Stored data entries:
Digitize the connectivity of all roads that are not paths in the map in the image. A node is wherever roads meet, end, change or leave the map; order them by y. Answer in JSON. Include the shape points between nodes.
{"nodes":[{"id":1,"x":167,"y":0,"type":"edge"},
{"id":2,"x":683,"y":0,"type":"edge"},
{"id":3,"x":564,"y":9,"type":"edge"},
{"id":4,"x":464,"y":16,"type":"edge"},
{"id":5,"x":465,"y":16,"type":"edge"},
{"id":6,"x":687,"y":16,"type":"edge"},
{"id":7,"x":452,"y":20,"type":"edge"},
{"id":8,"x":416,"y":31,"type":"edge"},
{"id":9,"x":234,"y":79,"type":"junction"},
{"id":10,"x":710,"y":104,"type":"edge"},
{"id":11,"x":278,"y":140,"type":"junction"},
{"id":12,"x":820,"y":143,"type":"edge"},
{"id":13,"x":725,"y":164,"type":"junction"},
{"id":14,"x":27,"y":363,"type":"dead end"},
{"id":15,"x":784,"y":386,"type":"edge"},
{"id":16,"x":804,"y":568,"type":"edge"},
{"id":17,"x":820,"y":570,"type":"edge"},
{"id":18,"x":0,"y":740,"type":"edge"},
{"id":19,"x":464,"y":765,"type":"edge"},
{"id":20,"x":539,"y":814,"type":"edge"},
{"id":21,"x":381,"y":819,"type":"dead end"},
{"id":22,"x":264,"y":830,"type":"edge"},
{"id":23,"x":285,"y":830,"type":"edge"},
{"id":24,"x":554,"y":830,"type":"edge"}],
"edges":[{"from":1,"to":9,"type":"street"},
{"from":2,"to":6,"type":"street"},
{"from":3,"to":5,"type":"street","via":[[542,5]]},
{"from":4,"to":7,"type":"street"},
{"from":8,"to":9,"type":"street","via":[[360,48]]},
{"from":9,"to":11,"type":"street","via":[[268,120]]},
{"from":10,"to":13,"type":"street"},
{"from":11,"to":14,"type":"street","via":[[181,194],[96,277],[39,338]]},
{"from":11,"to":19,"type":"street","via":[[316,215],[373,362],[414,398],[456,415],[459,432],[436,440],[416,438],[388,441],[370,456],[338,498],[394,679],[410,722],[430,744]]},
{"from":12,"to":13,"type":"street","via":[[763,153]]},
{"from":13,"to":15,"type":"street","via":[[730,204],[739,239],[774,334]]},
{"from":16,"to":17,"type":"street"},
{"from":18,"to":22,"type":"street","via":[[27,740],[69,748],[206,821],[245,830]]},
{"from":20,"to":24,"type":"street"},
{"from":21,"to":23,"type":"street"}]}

Requirement
Return the entries above exactly as they were written.

Solution
Digitize the connectivity of all roads that are not paths in the map in the image. A node is wherever roads meet, end, change or leave the map; order them by y. Answer in JSON. Include the shape points between nodes.
{"nodes":[{"id":1,"x":167,"y":0,"type":"edge"},
{"id":2,"x":683,"y":0,"type":"edge"},
{"id":3,"x":564,"y":9,"type":"edge"},
{"id":4,"x":464,"y":16,"type":"edge"},
{"id":5,"x":465,"y":16,"type":"edge"},
{"id":6,"x":687,"y":16,"type":"edge"},
{"id":7,"x":452,"y":20,"type":"edge"},
{"id":8,"x":416,"y":31,"type":"edge"},
{"id":9,"x":234,"y":79,"type":"junction"},
{"id":10,"x":710,"y":104,"type":"edge"},
{"id":11,"x":278,"y":140,"type":"junction"},
{"id":12,"x":820,"y":143,"type":"edge"},
{"id":13,"x":725,"y":164,"type":"junction"},
{"id":14,"x":27,"y":363,"type":"dead end"},
{"id":15,"x":784,"y":386,"type":"edge"},
{"id":16,"x":804,"y":568,"type":"edge"},
{"id":17,"x":820,"y":570,"type":"edge"},
{"id":18,"x":0,"y":740,"type":"edge"},
{"id":19,"x":464,"y":765,"type":"edge"},
{"id":20,"x":539,"y":814,"type":"edge"},
{"id":21,"x":381,"y":819,"type":"dead end"},
{"id":22,"x":264,"y":830,"type":"edge"},
{"id":23,"x":285,"y":830,"type":"edge"},
{"id":24,"x":554,"y":830,"type":"edge"}],
"edges":[{"from":1,"to":9,"type":"street"},
{"from":2,"to":6,"type":"street"},
{"from":3,"to":5,"type":"street","via":[[542,5]]},
{"from":4,"to":7,"type":"street"},
{"from":8,"to":9,"type":"street","via":[[360,48]]},
{"from":9,"to":11,"type":"street","via":[[268,120]]},
{"from":10,"to":13,"type":"street"},
{"from":11,"to":14,"type":"street","via":[[181,194],[96,277],[39,338]]},
{"from":11,"to":19,"type":"street","via":[[316,215],[373,362],[414,398],[456,415],[459,432],[436,440],[416,438],[388,441],[370,456],[338,498],[394,679],[410,722],[430,744]]},
{"from":12,"to":13,"type":"street","via":[[763,153]]},
{"from":13,"to":15,"type":"street","via":[[730,204],[739,239],[774,334]]},
{"from":16,"to":17,"type":"street"},
{"from":18,"to":22,"type":"street","via":[[27,740],[69,748],[206,821],[245,830]]},
{"from":20,"to":24,"type":"street"},
{"from":21,"to":23,"type":"street"}]}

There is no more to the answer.